TRY IT
Repeat each entry below exactly, omitting any picture it holds.

RECORDS FOR THE TASK START

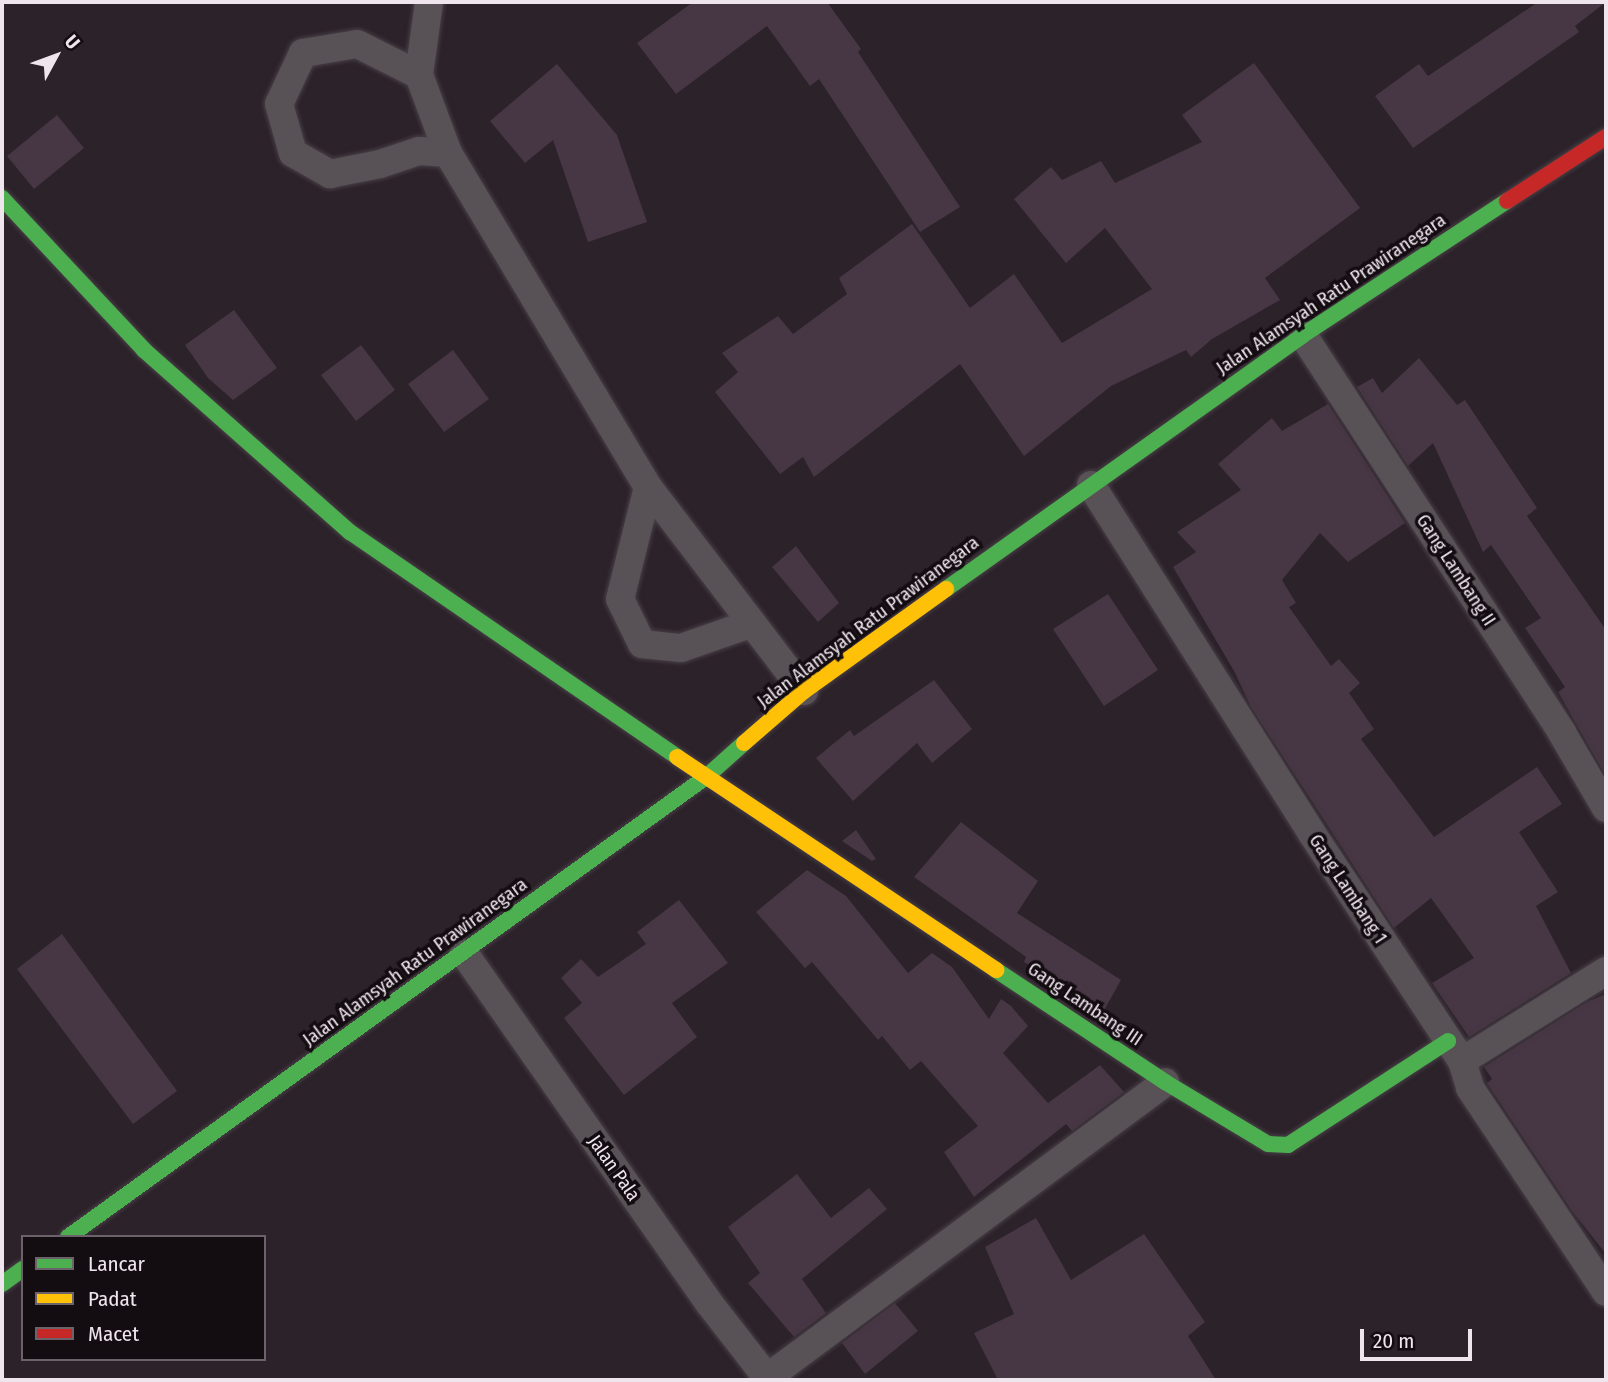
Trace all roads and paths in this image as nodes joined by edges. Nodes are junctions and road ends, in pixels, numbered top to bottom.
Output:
1 (429, 2) edge
2 (419, 75) junction
3 (1606, 137) edge
4 (448, 153) junction
5 (2, 198) edge
6 (1303, 335) junction
7 (1091, 485) junction
8 (648, 487) junction
9 (750, 624) junction
10 (804, 691) junction
11 (706, 777) junction
12 (1606, 807) edge
13 (464, 953) junction
14 (1606, 971) edge
15 (1455, 1051) junction
16 (1165, 1082) junction
17 (71, 1235) edge
18 (21, 1270) edge
19 (2, 1284) edge
20 (1606, 1291) edge
21 (768, 1379) edge

1 - 2 street
2 - 4 street
2 - 4 street
3 - 6 main road, Jalan Alamsyah Ratu Prawiranegara
4 - 8 street
5 - 11 main road, Gang Lambang III
6 - 7 main road, Jalan Alamsyah Ratu Prawiranegara
6 - 12 street, Gang Lambang II
7 - 10 main road, Jalan Alamsyah Ratu Prawiranegara
7 - 15 street, Gang Lambang 1
8 - 9 street
8 - 9 street
9 - 10 street
10 - 11 main road, Jalan Alamsyah Ratu Prawiranegara
11 - 13 main road, Jalan Alamsyah Ratu Prawiranegara
11 - 16 main road, Gang Lambang III
13 - 17 main road, Jalan Alamsyah Ratu Prawiranegara
13 - 21 street, Jalan Pala
14 - 15 street
15 - 16 main road, Gang Lambang III
15 - 20 street, Gang Lambang 1
16 - 21 street
18 - 19 main road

RECORDS FOR THE TASK END

SOLUTION
Trace all roads and paths in this image as nodes joined by edges. Nodes are junctions and road ends, in pixels, numbered top to bottom.
Output:
1 (429, 2) edge
2 (419, 75) junction
3 (1606, 137) edge
4 (448, 153) junction
5 (2, 198) edge
6 (1303, 335) junction
7 (1091, 485) junction
8 (648, 487) junction
9 (750, 624) junction
10 (804, 691) junction
11 (706, 777) junction
12 (1606, 807) edge
13 (464, 953) junction
14 (1606, 971) edge
15 (1455, 1051) junction
16 (1165, 1082) junction
17 (71, 1235) edge
18 (21, 1270) edge
19 (2, 1284) edge
20 (1606, 1291) edge
21 (768, 1379) edge

1 - 2 street
2 - 4 street
2 - 4 street
3 - 6 main road, Jalan Alamsyah Ratu Prawiranegara
4 - 8 street
5 - 11 main road, Gang Lambang III
6 - 7 main road, Jalan Alamsyah Ratu Prawiranegara
6 - 12 street, Gang Lambang II
7 - 10 main road, Jalan Alamsyah Ratu Prawiranegara
7 - 15 street, Gang Lambang 1
8 - 9 street
8 - 9 street
9 - 10 street
10 - 11 main road, Jalan Alamsyah Ratu Prawiranegara
11 - 13 main road, Jalan Alamsyah Ratu Prawiranegara
11 - 16 main road, Gang Lambang III
13 - 17 main road, Jalan Alamsyah Ratu Prawiranegara
13 - 21 street, Jalan Pala
14 - 15 street
15 - 16 main road, Gang Lambang III
15 - 20 street, Gang Lambang 1
16 - 21 street
18 - 19 main road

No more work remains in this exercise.